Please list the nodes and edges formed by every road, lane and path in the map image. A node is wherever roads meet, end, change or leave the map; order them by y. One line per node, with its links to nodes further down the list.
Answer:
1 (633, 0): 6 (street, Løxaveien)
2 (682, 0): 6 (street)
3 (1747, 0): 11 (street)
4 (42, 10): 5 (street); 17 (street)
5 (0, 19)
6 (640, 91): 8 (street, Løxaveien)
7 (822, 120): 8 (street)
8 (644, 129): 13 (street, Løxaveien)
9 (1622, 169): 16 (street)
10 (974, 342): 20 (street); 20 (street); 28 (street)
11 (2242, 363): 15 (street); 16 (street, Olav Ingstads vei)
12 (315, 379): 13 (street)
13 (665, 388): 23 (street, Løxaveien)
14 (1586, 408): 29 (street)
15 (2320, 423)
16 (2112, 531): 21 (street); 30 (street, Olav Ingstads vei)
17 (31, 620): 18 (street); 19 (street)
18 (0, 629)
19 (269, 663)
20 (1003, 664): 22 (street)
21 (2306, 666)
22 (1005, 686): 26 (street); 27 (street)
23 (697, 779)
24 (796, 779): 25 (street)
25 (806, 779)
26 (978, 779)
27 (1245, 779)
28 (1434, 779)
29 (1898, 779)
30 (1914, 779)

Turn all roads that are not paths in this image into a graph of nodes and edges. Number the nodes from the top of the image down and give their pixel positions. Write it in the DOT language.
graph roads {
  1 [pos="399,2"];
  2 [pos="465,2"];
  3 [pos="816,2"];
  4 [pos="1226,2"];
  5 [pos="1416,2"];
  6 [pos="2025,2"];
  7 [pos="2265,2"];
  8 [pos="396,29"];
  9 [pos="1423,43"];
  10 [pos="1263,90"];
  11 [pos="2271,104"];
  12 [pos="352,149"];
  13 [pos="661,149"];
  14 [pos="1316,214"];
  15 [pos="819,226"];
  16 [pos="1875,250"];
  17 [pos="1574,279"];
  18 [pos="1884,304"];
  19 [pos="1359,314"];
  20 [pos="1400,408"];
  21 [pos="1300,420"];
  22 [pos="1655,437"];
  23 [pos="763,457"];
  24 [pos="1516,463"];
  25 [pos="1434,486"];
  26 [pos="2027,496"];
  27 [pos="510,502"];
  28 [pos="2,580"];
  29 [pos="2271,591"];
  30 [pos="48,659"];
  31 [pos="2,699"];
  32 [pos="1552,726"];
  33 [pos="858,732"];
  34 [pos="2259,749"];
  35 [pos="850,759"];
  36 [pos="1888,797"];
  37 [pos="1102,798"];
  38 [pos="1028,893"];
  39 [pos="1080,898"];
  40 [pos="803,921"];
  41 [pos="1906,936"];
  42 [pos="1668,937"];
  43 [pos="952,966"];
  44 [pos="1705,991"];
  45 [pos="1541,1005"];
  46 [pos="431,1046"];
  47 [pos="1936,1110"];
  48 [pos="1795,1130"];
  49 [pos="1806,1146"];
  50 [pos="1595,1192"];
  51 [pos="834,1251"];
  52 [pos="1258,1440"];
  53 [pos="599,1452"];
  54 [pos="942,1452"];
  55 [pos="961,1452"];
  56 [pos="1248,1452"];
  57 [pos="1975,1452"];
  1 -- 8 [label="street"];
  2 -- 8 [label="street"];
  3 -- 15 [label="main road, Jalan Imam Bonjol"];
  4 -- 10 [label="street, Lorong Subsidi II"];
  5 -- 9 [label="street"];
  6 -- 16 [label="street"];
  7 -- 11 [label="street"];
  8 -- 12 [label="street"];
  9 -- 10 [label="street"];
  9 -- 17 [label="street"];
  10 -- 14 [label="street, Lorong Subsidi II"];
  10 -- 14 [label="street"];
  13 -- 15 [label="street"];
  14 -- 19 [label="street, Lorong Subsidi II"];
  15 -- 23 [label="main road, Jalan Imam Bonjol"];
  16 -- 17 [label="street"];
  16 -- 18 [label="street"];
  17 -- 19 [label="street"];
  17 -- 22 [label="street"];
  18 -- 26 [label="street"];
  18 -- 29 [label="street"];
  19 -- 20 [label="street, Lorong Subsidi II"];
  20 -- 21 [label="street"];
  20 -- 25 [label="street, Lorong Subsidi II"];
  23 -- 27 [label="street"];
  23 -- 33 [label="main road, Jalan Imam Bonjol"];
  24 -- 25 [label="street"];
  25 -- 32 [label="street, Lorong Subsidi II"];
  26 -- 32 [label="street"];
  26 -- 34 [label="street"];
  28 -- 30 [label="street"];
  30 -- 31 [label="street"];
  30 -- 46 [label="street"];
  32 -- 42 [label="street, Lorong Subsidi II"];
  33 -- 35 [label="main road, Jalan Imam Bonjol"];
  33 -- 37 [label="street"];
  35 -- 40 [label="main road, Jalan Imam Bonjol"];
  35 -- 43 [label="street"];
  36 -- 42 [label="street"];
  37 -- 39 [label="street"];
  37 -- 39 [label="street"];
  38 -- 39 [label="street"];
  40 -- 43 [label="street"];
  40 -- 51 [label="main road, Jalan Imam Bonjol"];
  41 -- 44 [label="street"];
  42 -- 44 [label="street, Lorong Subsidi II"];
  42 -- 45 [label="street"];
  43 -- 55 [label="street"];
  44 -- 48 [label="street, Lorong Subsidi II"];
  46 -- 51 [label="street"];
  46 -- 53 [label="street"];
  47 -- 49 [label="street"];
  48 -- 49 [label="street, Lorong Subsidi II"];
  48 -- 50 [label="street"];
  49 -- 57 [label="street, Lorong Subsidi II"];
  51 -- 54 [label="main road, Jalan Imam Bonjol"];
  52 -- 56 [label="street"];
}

::::::::::

*WORK TASK*. From the data above, pick out each line containing "nodes" and copy it.

*ANSWER TO THE PROBLEM*.
Please list the nodes and edges formed by every road, lane and path in the map image. A node is wherever roads meet, end, change or leave the map; order them by y. One line per node, with its links to nodes further down the list.
Turn all roads that are not paths in this image into a graph of nodes and edges. Number the nodes from the top of the image down and give their pixel positions. Write it in the DOT language.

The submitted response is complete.